Every line containing the word "Sotto" must be pulled from the records.

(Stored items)

════════

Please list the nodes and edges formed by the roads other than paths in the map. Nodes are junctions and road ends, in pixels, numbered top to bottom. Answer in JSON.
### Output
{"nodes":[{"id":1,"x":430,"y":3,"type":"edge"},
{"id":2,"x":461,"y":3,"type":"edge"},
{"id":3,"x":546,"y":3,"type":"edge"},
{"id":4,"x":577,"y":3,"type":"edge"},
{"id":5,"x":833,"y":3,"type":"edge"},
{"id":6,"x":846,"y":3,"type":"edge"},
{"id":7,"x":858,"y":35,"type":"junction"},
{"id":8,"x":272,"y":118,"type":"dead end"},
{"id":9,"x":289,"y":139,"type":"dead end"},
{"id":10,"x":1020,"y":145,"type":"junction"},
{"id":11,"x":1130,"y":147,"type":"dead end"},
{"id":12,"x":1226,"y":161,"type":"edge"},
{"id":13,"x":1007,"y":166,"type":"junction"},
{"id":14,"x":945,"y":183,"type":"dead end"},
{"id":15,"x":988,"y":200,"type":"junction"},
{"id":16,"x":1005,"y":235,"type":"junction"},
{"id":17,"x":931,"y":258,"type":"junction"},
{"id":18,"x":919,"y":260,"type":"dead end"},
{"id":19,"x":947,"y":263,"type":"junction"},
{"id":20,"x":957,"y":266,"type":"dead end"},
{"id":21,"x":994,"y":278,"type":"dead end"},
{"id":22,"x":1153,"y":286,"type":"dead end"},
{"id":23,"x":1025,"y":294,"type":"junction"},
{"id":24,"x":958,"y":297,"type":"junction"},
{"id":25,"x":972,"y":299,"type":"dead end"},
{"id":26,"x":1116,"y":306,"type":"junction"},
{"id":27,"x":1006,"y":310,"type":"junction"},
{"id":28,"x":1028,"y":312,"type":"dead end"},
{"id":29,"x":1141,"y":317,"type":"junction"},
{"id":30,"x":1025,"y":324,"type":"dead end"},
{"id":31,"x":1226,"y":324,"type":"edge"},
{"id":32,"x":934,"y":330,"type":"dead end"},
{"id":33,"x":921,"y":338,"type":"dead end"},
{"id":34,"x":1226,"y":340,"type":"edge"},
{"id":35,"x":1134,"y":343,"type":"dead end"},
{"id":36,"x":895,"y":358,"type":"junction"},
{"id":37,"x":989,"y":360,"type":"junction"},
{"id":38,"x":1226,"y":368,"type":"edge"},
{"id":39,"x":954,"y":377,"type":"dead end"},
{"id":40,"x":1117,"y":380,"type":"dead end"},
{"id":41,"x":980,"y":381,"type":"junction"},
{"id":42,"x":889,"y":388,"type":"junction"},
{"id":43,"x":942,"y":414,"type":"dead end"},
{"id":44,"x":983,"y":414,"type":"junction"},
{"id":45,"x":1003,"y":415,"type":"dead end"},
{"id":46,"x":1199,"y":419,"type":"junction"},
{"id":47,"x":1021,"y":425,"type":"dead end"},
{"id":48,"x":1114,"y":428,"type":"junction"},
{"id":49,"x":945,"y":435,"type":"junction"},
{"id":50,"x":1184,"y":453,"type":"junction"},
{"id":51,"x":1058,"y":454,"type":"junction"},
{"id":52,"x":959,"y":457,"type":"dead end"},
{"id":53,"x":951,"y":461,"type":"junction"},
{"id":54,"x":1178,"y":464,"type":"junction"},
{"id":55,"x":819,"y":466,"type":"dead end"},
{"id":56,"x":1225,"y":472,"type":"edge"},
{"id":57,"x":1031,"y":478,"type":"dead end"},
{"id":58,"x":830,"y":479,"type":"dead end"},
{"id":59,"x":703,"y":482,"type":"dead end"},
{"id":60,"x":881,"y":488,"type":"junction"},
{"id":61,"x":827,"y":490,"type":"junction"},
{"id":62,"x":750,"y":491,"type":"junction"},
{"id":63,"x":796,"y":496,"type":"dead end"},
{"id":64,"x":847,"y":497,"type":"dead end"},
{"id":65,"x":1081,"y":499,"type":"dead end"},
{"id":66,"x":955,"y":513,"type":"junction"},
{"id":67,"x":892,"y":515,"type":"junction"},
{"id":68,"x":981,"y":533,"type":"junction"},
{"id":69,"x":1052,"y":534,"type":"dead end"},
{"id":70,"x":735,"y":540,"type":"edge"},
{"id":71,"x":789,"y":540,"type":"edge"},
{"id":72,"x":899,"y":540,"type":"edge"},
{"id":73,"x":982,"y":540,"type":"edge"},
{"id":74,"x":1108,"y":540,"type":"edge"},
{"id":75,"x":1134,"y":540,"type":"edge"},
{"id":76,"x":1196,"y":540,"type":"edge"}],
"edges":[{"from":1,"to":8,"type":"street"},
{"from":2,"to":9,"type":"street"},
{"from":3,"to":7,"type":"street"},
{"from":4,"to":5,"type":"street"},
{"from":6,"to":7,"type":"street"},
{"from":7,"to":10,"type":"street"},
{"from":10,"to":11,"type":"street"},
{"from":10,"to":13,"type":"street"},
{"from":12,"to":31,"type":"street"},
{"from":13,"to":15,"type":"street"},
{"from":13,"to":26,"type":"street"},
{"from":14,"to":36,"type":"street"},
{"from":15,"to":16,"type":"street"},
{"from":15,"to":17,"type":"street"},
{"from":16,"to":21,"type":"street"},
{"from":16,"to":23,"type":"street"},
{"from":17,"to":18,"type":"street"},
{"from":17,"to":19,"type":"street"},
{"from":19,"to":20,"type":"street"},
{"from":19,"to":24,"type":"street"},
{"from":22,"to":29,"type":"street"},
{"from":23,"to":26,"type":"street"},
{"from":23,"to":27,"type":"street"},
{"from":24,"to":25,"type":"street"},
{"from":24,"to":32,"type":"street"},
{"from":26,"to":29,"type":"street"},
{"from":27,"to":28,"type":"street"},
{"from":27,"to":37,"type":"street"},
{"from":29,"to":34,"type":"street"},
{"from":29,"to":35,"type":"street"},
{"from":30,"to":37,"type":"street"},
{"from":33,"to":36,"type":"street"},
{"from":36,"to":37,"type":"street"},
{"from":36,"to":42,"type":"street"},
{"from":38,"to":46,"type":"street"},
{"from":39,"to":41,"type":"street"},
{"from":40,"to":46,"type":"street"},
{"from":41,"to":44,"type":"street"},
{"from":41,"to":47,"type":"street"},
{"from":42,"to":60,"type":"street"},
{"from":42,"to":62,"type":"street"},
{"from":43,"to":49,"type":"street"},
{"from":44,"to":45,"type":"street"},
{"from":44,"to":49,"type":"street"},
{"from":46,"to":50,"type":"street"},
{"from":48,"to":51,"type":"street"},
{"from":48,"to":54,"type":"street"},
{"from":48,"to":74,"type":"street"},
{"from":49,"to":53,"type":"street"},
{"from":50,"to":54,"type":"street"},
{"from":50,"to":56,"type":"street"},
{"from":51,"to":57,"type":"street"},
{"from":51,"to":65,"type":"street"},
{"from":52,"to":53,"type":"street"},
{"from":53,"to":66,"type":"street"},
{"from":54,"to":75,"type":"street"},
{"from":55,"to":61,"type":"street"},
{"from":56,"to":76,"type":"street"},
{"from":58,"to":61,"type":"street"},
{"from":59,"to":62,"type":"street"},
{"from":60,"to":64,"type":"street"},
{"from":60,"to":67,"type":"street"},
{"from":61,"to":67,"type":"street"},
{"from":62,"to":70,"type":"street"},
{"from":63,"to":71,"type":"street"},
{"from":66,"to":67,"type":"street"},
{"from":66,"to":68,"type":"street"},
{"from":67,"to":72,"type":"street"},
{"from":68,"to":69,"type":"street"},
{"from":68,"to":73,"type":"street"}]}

════════

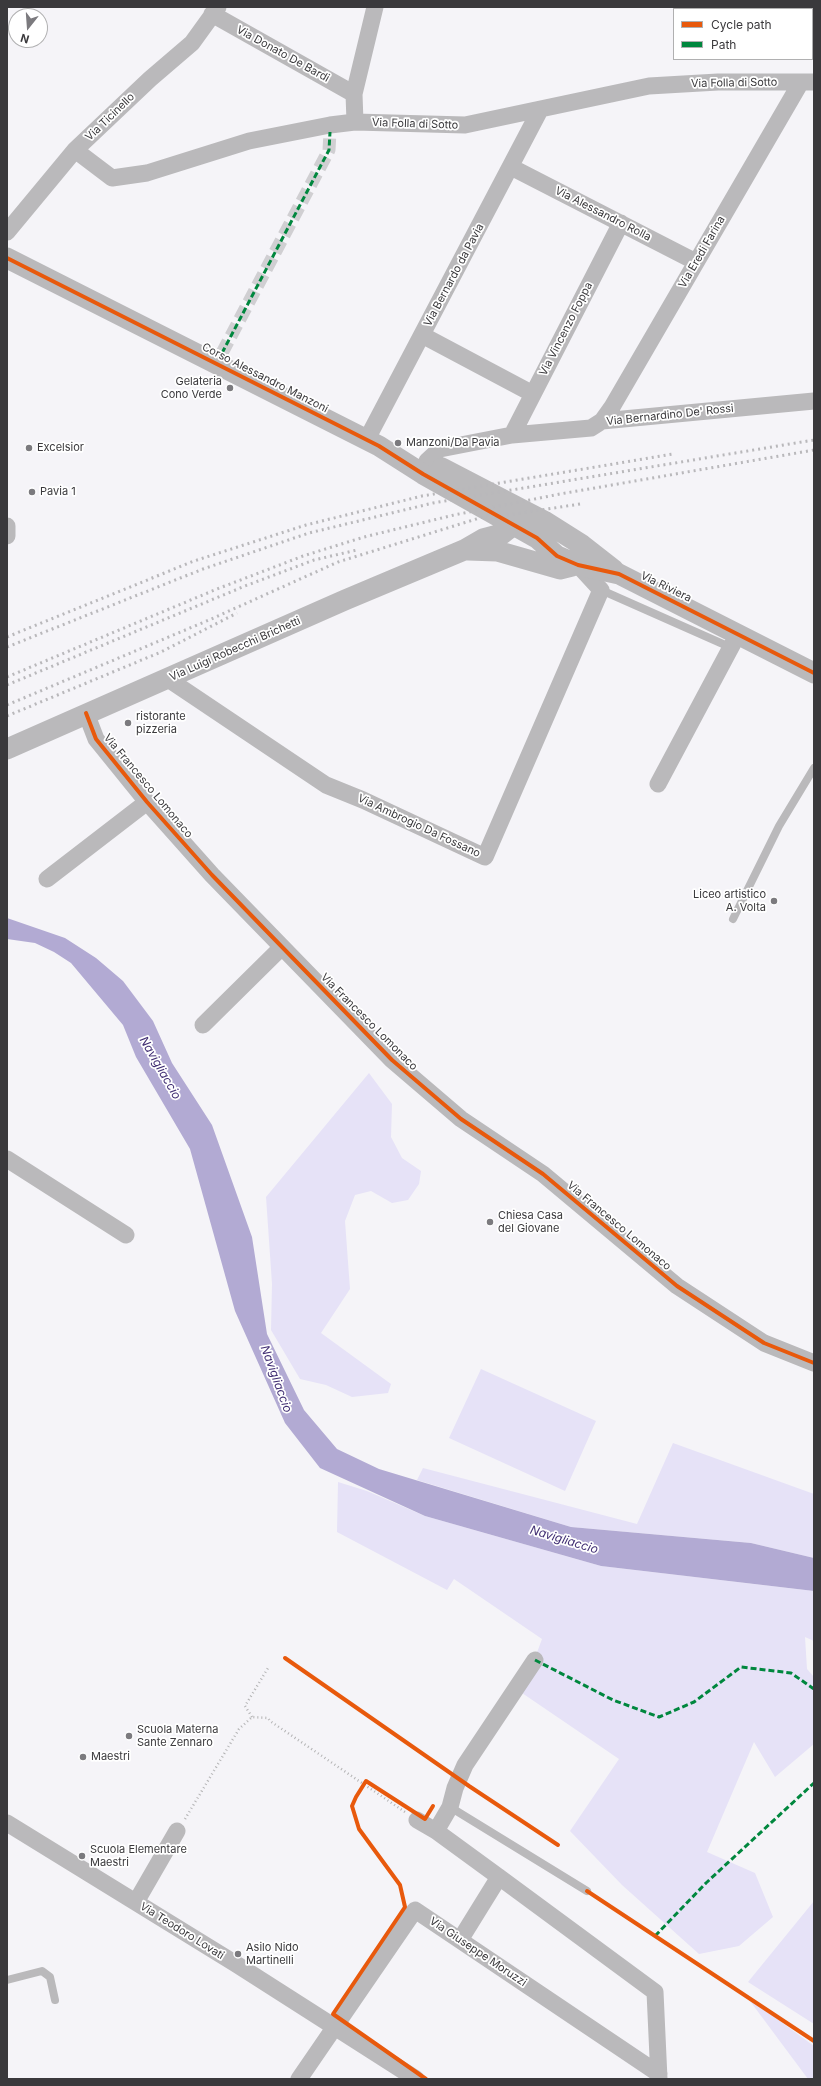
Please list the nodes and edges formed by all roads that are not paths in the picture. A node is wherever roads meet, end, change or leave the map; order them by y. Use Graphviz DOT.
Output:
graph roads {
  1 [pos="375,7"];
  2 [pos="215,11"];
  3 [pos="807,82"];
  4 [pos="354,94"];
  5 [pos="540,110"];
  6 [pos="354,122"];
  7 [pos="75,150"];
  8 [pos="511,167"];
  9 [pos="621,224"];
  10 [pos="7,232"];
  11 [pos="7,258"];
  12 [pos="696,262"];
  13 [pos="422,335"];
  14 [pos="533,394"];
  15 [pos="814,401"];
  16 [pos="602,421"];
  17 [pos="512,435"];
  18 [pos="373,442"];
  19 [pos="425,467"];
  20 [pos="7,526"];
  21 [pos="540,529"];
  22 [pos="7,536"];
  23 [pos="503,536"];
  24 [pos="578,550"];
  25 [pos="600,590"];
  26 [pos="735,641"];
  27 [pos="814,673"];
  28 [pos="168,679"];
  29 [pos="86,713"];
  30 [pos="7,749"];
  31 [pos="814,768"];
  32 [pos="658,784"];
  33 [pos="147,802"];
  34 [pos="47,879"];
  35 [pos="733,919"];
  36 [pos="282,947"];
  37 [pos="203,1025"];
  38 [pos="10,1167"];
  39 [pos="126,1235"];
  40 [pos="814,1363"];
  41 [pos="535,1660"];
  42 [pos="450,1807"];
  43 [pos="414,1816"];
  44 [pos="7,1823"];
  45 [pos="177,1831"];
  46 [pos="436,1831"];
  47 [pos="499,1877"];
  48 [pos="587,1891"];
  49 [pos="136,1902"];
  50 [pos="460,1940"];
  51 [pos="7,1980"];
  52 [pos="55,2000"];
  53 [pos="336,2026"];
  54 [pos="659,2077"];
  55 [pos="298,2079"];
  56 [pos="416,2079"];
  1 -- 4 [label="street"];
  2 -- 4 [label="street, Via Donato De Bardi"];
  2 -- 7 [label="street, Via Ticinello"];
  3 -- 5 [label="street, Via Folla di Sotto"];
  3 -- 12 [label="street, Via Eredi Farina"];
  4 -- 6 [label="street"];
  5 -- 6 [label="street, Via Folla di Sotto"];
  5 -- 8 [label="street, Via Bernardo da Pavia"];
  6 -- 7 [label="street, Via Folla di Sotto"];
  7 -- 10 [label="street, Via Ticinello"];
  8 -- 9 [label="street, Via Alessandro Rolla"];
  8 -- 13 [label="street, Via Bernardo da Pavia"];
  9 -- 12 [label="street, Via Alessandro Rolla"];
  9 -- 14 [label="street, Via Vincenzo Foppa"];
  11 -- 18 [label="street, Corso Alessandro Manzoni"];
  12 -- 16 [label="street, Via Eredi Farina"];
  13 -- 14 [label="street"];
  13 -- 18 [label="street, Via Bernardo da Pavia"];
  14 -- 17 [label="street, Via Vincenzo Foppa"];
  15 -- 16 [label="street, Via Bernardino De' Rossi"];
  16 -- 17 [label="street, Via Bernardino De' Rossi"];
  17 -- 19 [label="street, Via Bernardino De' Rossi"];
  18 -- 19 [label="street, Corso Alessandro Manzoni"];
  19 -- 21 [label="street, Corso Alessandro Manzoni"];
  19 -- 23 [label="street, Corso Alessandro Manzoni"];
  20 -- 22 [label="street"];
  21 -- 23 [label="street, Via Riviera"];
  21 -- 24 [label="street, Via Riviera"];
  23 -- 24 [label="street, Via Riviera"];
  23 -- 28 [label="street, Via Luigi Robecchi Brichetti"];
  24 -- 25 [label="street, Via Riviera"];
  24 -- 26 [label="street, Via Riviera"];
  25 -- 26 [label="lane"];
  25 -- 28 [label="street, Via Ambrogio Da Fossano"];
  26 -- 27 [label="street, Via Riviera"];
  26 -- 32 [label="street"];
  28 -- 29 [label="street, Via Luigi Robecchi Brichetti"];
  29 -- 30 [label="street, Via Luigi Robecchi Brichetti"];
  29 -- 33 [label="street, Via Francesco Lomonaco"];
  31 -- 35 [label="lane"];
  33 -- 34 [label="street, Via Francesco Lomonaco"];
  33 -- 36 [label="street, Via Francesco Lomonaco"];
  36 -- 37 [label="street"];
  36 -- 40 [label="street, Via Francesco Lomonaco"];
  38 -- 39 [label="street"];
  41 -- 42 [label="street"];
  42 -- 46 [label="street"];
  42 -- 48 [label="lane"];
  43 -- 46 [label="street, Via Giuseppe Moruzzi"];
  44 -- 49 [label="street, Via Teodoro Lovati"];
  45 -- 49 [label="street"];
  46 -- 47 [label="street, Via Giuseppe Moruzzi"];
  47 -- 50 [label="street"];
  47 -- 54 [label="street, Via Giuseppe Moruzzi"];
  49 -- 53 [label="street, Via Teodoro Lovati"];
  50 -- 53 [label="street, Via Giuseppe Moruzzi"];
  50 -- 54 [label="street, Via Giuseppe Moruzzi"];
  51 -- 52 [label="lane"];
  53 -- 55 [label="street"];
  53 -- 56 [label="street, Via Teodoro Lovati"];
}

════════

§ **ANSWER TO THIS PROBLEM**:
  3 -- 5 [label="street, Via Folla di Sotto"];
  5 -- 6 [label="street, Via Folla di Sotto"];
  6 -- 7 [label="street, Via Folla di Sotto"];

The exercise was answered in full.